Mar 13, 2024 - Politics

Beacon Hill still not ready to revamp sex ed in schools

Illustration of birds and bees filling out a checkmark.

Illustration: Maura Losch/Axios

Advocates for teaching lessons on sexual health in schools that cover topics like LGBTQ inclusivity, bullying and consent will likely have to wait at least another year or two before updated frameworks become required in Massachusetts.

Why it matters: The Massachusetts sex education curriculum hadn't been updated in 24 years before Gov. Maura Healey last year gave districts the option to teach what experts say are medically accurate, age-appropriate and inclusive lessons.

  • A bill that would standardize those lessons won Senate approval for a fifth time in nine years, but House Speaker Ron Mariano ruled out his chamber passing it.
  • The bill would narrow the curricula districts can use to teach about sex to just the most modern lessons that include consent, LGBTQ issues and healthy relationships.

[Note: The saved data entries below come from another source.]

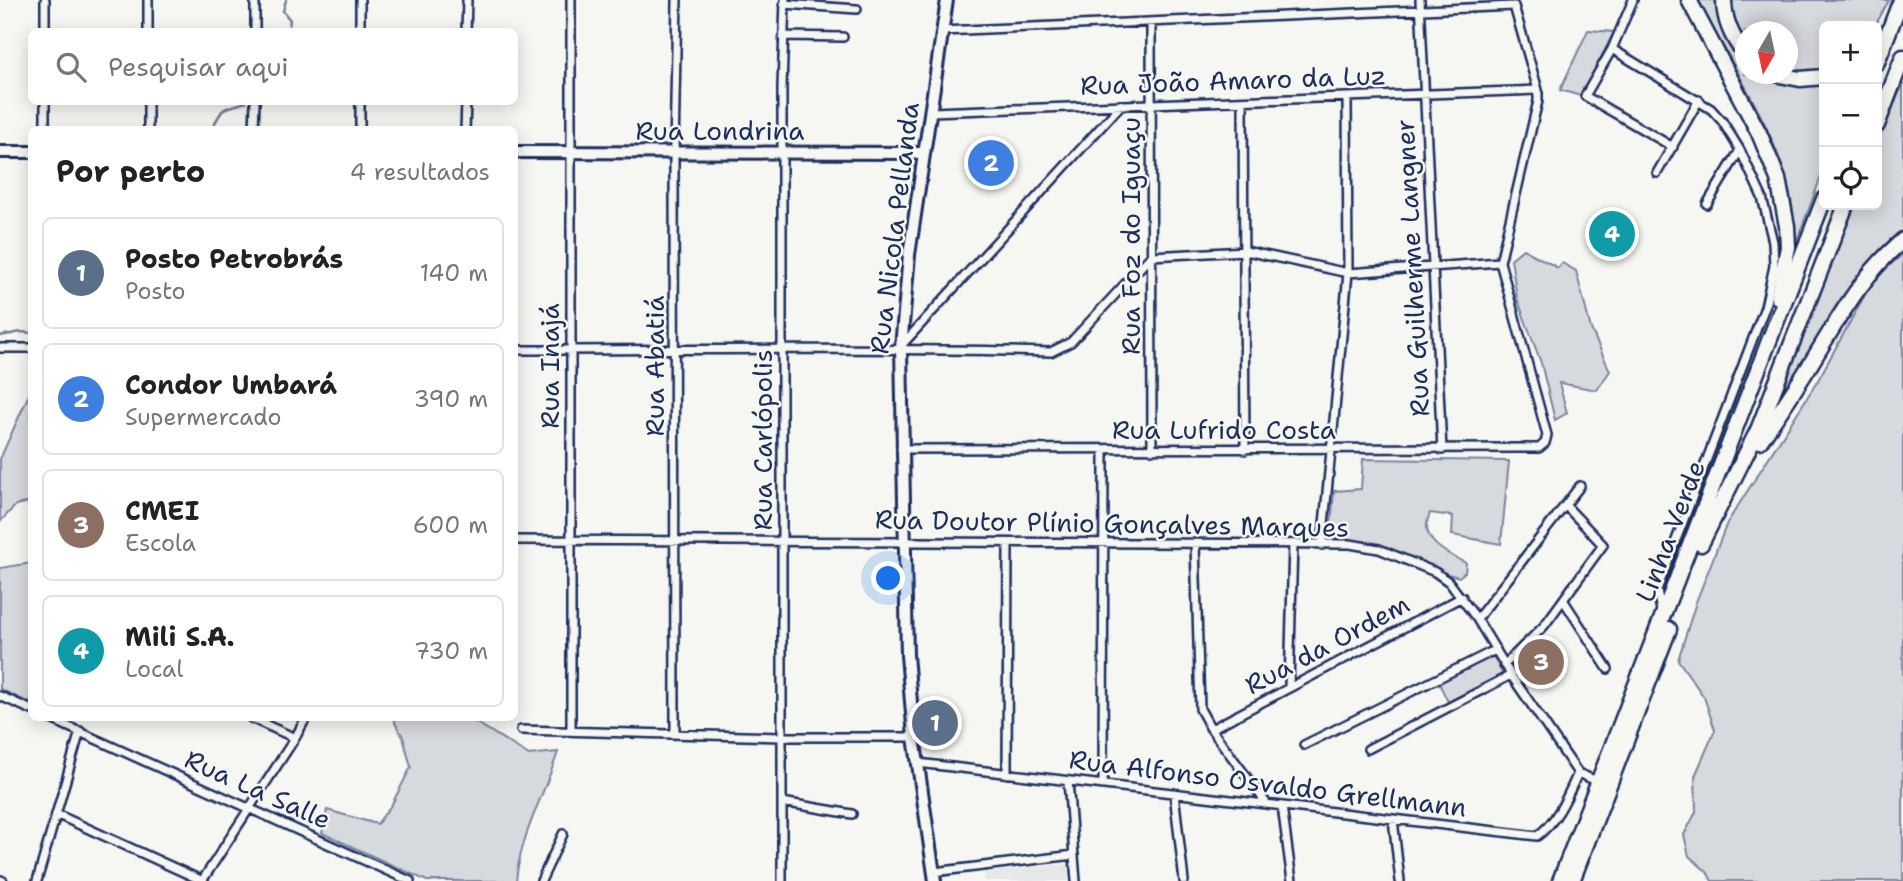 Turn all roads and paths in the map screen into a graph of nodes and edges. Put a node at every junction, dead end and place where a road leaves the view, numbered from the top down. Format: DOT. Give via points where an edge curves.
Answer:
graph roads {
  1 [pos="45,0"];
  2 [pos="148,0"];
  3 [pos="255,0"];
  4 [pos="360,0"];
  5 [pos="467,0"];
  6 [pos="571,0"];
  7 [pos="677,0"];
  8 [pos="947,0"];
  9 [pos="1420,0"];
  10 [pos="1633,0"];
  11 [pos="1689,0"];
  12 [pos="1724,0"];
  13 [pos="785,2"];
  14 [pos="1516,3"];
  15 [pos="1900,3"];
  16 [pos="856,9"];
  17 [pos="1420,10"];
  18 [pos="1151,22"];
  19 [pos="45,28"];
  20 [pos="148,28"];
  21 [pos="255,28"];
  22 [pos="360,28"];
  23 [pos="466,28"];
  24 [pos="942,31"];
  25 [pos="1882,32"];
  26 [pos="783,36"];
  27 [pos="843,37"];
  28 [pos="1735,40"];
  29 [pos="1612,49"];
  30 [pos="1882,49"];
  31 [pos="1903,57"];
  32 [pos="1819,77"];
  33 [pos="1798,79"];
  34 [pos="1538,90"];
  35 [pos="1424,93"];
  36 [pos="1347,97"];
  37 [pos="1243,100"];
  38 [pos="1699,100"];
  39 [pos="1151,103"];
  40 [pos="45,105"];
  41 [pos="148,105"];
  42 [pos="254,105"];
  43 [pos="360,105"];
  44 [pos="466,105"];
  45 [pos="1121,105"];
  46 [pos="930,112"];
  47 [pos="1882,112"];
  48 [pos="45,126"];
  49 [pos="148,126"];
  50 [pos="254,126"];
  51 [pos="360,126"];
  52 [pos="466,126"];
  53 [pos="1673,147"];
  54 [pos="1740,150"];
  55 [pos="0,152"];
  56 [pos="28,152"];
  57 [pos="518,152"];
  58 [pos="570,152"];
  59 [pos="674,153"];
  60 [pos="782,153"];
  61 [pos="925,153"];
  62 [pos="1657,173"];
  63 [pos="1707,204"];
  64 [pos="1820,210"];
  65 [pos="1844,210"];
  66 [pos="1903,240"];
  67 [pos="1245,251"];
  68 [pos="1151,256"];
  69 [pos="1500,262"];
  70 [pos="1432,267"];
  71 [pos="1348,274"];
  72 [pos="1769,342"];
  73 [pos="901,347"];
  74 [pos="0,348"];
  75 [pos="28,348"];
  76 [pos="518,350"];
  77 [pos="570,350"];
  78 [pos="675,350"];
  79 [pos="783,351"];
  80 [pos="901,449"];
  81 [pos="1104,450"];
  82 [pos="1152,450"];
  83 [pos="1245,450"];
  84 [pos="1330,450"];
  85 [pos="1442,450"];
  86 [pos="1736,477"];
  87 [pos="1580,486"];
  88 [pos="1566,506"];
  89 [pos="518,540"];
  90 [pos="569,540"];
  91 [pos="675,541"];
  92 [pos="782,541"];
  93 [pos="904,542"];
  94 [pos="1008,543"];
  95 [pos="1102,543"];
  96 [pos="1195,544"];
  97 [pos="1293,544"];
  98 [pos="1322,545"];
  99 [pos="1462,597"];
  100 [pos="1564,601"];
  101 [pos="1477,619"];
  102 [pos="1663,619"];
  103 [pos="1495,650"];
  104 [pos="1504,665"];
  105 [pos="1608,669"];
  106 [pos="1511,675"];
  107 [pos="1289,687"];
  108 [pos="0,695"];
  109 [pos="28,708"];
  110 [pos="56,721"];
  111 [pos="258,721"];
  112 [pos="304,721"];
  113 [pos="1211,729"];
  114 [pos="521,730"];
  115 [pos="80,731"];
  116 [pos="571,731"];
  117 [pos="675,733"];
  118 [pos="782,737"];
  119 [pos="914,737"];
  120 [pos="295,738"];
  121 [pos="1304,745"];
  122 [pos="1368,749"];
  123 [pos="918,763"];
  124 [pos="1578,773"];
  125 [pos="1007,774"];
  126 [pos="1068,781"];
  127 [pos="1599,782"];
  128 [pos="1103,785"];
  129 [pos="1174,793"];
  130 [pos="782,802"];
  131 [pos="1267,804"];
  132 [pos="1282,806"];
  133 [pos="250,808"];
  134 [pos="56,814"];
  135 [pos="852,814"];
  136 [pos="1393,819"];
  137 [pos="563,834"];
  138 [pos="1074,855"];
  139 [pos="934,876"];
  140 [pos="37,881"];
  141 [pos="202,881"];
  142 [pos="410,881"];
  143 [pos="541,881"];
  144 [pos="782,881"];
  145 [pos="1076,881"];
  146 [pos="1184,881"];
  147 [pos="1292,881"];
  148 [pos="1400,881"];
  149 [pos="1560,881"];
  150 [pos="1572,881"];
  1 -- 19 [label="street"];
  2 -- 20 [label="street"];
  3 -- 21 [label="street"];
  4 -- 22 [label="street"];
  5 -- 23 [label="street"];
  6 -- 58 [label="street, Rua Inajá"];
  7 -- 59 [label="street, Rua Abatiá"];
  8 -- 24 [label="main road, Rua Nicola Pellanda"];
  9 -- 17 [label="street, Rua Guilherme Langner"];
  10 -- 29 [label="street"];
  11 -- 72 [label="highway" via="1778,179 1788,247"];
  12 -- 28 [label="highway"];
  13 -- 16 [label="street"];
  13 -- 26 [label="street, Rua Carlópolis"];
  14 -- 17 [label="street"];
  14 -- 34 [label="street"];
  15 -- 25 [label="highway"];
  15 -- 30 [label="highway"];
  17 -- 18 [label="street"];
  17 -- 35 [label="street, Rua Guilherme Langner"];
  18 -- 24 [label="street"];
  18 -- 39 [label="street, Rua Foz do Iguaçu"];
  24 -- 46 [label="main road, Rua Nicola Pellanda"];
  26 -- 27 [label="street"];
  26 -- 60 [label="street, Rua Carlópolis"];
  29 -- 38 [label="street"];
  29 -- 53 [label="street" via="1585,96"];
  31 -- 47 [label="highway"];
  32 -- 33 [label="highway"];
  34 -- 35 [label="street, Rua João Amaro da Luz"];
  34 -- 69 [label="street"];
  35 -- 36 [label="street, Rua João Amaro da Luz"];
  35 -- 70 [label="street, Rua Guilherme Langner"];
  36 -- 37 [label="street, Rua João Amaro da Luz"];
  36 -- 71 [label="street"];
  37 -- 39 [label="street, Rua João Amaro da Luz"];
  37 -- 67 [label="street"];
  38 -- 53 [label="street"];
  38 -- 54 [label="street" via="1721,121"];
  39 -- 45 [label="street, Rua João Amaro da Luz"];
  39 -- 68 [label="street, Rua Foz do Iguaçu"];
  40 -- 48 [label="street"];
  41 -- 49 [label="street"];
  42 -- 50 [label="street"];
  43 -- 51 [label="street"];
  44 -- 52 [label="street"];
  45 -- 46 [label="street, Rua João Amaro da Luz"];
  45 -- 73 [label="street"];
  46 -- 61 [label="main road, Rua Nicola Pellanda"];
  53 -- 62 [label="street"];
  54 -- 63 [label="street"];
  54 -- 102 [label="street" via="1762,197 1774,266 1765,307 1657,590"];
  55 -- 56 [label="main road"];
  57 -- 58 [label="main road, Rua Londrina"];
  58 -- 59 [label="main road, Rua Londrina"];
  58 -- 77 [label="street, Rua Inajá"];
  59 -- 60 [label="main road, Rua Londrina"];
  59 -- 78 [label="street, Rua Abatiá"];
  60 -- 61 [label="main road, Rua Londrina"];
  60 -- 79 [label="street, Rua Carlópolis"];
  61 -- 73 [label="main road, Rua Nicola Pellanda"];
  64 -- 72 [label="highway, Linha Verde"];
  65 -- 86 [label="highway, Linha Verde"];
  66 -- 86 [label="highway" via="1850,298"];
  67 -- 68 [label="street"];
  67 -- 71 [label="street"];
  67 -- 83 [label="street"];
  68 -- 73 [label="street" via="1071,342 1051,352"];
  68 -- 82 [label="street, Rua Foz do Iguaçu"];
  69 -- 70 [label="street"];
  69 -- 85 [label="street, Rua Lufrido Costa" via="1547,435 1545,443 1539,448"];
  70 -- 71 [label="street"];
  70 -- 85 [label="street, Rua Guilherme Langner"];
  71 -- 84 [label="street"];
  72 -- 102 [label="highway, Linha Verde"];
  73 -- 79 [label="street"];
  73 -- 80 [label="main road, Rua Nicola Pellanda"];
  74 -- 75 [label="street"];
  76 -- 77 [label="street"];
  77 -- 78 [label="street"];
  77 -- 90 [label="street, Rua Inajá"];
  78 -- 79 [label="street"];
  78 -- 91 [label="street, Rua Abatiá"];
  79 -- 92 [label="street, Rua Carlópolis"];
  80 -- 81 [label="street, Rua Lufrido Costa"];
  80 -- 93 [label="main road, Rua Nicola Pellanda"];
  81 -- 82 [label="street, Rua Lufrido Costa"];
  81 -- 95 [label="street"];
  82 -- 83 [label="street, Rua Lufrido Costa"];
  83 -- 84 [label="street, Rua Lufrido Costa"];
  84 -- 85 [label="street, Rua Lufrido Costa"];
  84 -- 98 [label="street"];
  86 -- 150 [label="highway, Linha Verde" via="1701,544"];
  87 -- 88 [label="street"];
  88 -- 100 [label="street" via="1603,545"];
  88 -- 101 [label="street"];
  89 -- 90 [label="street, Rua Doutor Plínio Gonçalves Marques"];
  90 -- 91 [label="street, Rua Doutor Plínio Gonçalves Marques"];
  90 -- 116 [label="street, Rua Inajá"];
  91 -- 92 [label="street, Rua Doutor Plínio Gonçalves Marques"];
  91 -- 117 [label="street, Rua Abatiá"];
  92 -- 93 [label="street, Rua Doutor Plínio Gonçalves Marques"];
  92 -- 118 [label="street, Rua Carlópolis"];
  93 -- 94 [label="street, Rua Doutor Plínio Gonçalves Marques"];
  93 -- 119 [label="main road, Rua Nicola Pellanda"];
  94 -- 95 [label="street, Rua Doutor Plínio Gonçalves Marques"];
  94 -- 125 [label="street"];
  95 -- 96 [label="street, Rua Doutor Plínio Gonçalves Marques"];
  95 -- 128 [label="street"];
  96 -- 97 [label="street, Rua Doutor Plínio Gonçalves Marques"];
  96 -- 113 [label="street" via="1200,709"];
  97 -- 98 [label="street, Rua Doutor Plínio Gonçalves Marques"];
  97 -- 107 [label="street"];
  98 -- 99 [label="street, Rua Doutor Plínio Gonçalves Marques" via="1380,549 1434,572"];
  99 -- 101 [label="street, Rua Doutor Plínio Gonçalves Marques"];
  99 -- 107 [label="street, Rua da Ordem"];
  100 -- 104 [label="street"];
  100 -- 105 [label="street"];
  101 -- 103 [label="street, Rua Doutor Plínio Gonçalves Marques"];
  102 -- 127 [label="highway, Linha Verde"];
  103 -- 104 [label="street, Rua Doutor Plínio Gonçalves Marques"];
  103 -- 121 [label="street"];
  104 -- 106 [label="street, Rua Doutor Plínio Gonçalves Marques"];
  106 -- 122 [label="street"];
  106 -- 124 [label="street, Rua Doutor Plínio Gonçalves Marques"];
  107 -- 113 [label="street, Rua da Ordem"];
  108 -- 109 [label="street"];
  110 -- 115 [label="street, Rua La Salle"];
  111 -- 120 [label="street"];
  112 -- 120 [label="street"];
  113 -- 131 [label="street"];
  114 -- 116 [label="street"];
  115 -- 133 [label="street, Rua La Salle"];
  115 -- 134 [label="street"];
  116 -- 117 [label="street"];
  117 -- 118 [label="street"];
  118 -- 119 [label="street"];
  118 -- 130 [label="street, Rua Carlópolis"];
  119 -- 123 [label="main road, Rua Nicola Pellanda"];
  120 -- 133 [label="street"];
  123 -- 125 [label="street, Rua Alfonso Osvaldo Grellmann"];
  123 -- 139 [label="main road, Rua Nicola Pellanda"];
  124 -- 127 [label="street"];
  124 -- 136 [label="street, Rua Alfonso Osvaldo Grellmann" via="1547,829 1537,836"];
  125 -- 126 [label="street, Rua Alfonso Osvaldo Grellmann"];
  126 -- 128 [label="street, Rua Alfonso Osvaldo Grellmann"];
  126 -- 138 [label="street"];
  127 -- 149 [label="highway, Linha Verde"];
  128 -- 129 [label="street, Rua Alfonso Osvaldo Grellmann"];
  129 -- 131 [label="street, Rua Alfonso Osvaldo Grellmann"];
  129 -- 146 [label="street"];
  130 -- 135 [label="street"];
  130 -- 144 [label="street, Rua Carlópolis"];
  131 -- 132 [label="street, Rua Alfonso Osvaldo Grellmann"];
  132 -- 136 [label="street, Rua Alfonso Osvaldo Grellmann"];
  132 -- 147 [label="street"];
  133 -- 141 [label="street"];
  133 -- 142 [label="street, Rua La Salle"];
  134 -- 140 [label="street"];
  134 -- 141 [label="street"];
  136 -- 148 [label="street"];
  137 -- 143 [label="street"];
  138 -- 139 [label="street"];
  138 -- 145 [label="street"];
}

State of play: School districts can now teach from a variety of guidelines, modern or outdated, or choose not to teach sex ed at all.

  • Supporters say that means a town could teach abstinence-only lessons or ignore LGBTQ topics.
  • Students and parents can also opt out of any sex ed lessons, which would still be allowed under the proposed bill.

The bill also calls for updates to the sex ed curriculum every 10 years and would require state officials to track which lessons districts are teaching and their impact.

Yes, but: Mariano wants to "give school districts adequate time to implement" Healey's new voluntary guidelines "rather than rush to potentially amend or codify them into law," according to a statement from his office.

Between the lines: Letting districts work with the voluntary guidelines for another year or so lets the House put off a vote on a tricky political issue in an election year.

What's next: With Mariano taking the sex ed bill out of play, the only realistic way it could pass this year would be if Senate President Karen Spilka wants the bill enough to make it a priority in the mad dash of political horse-trading at the end of the session.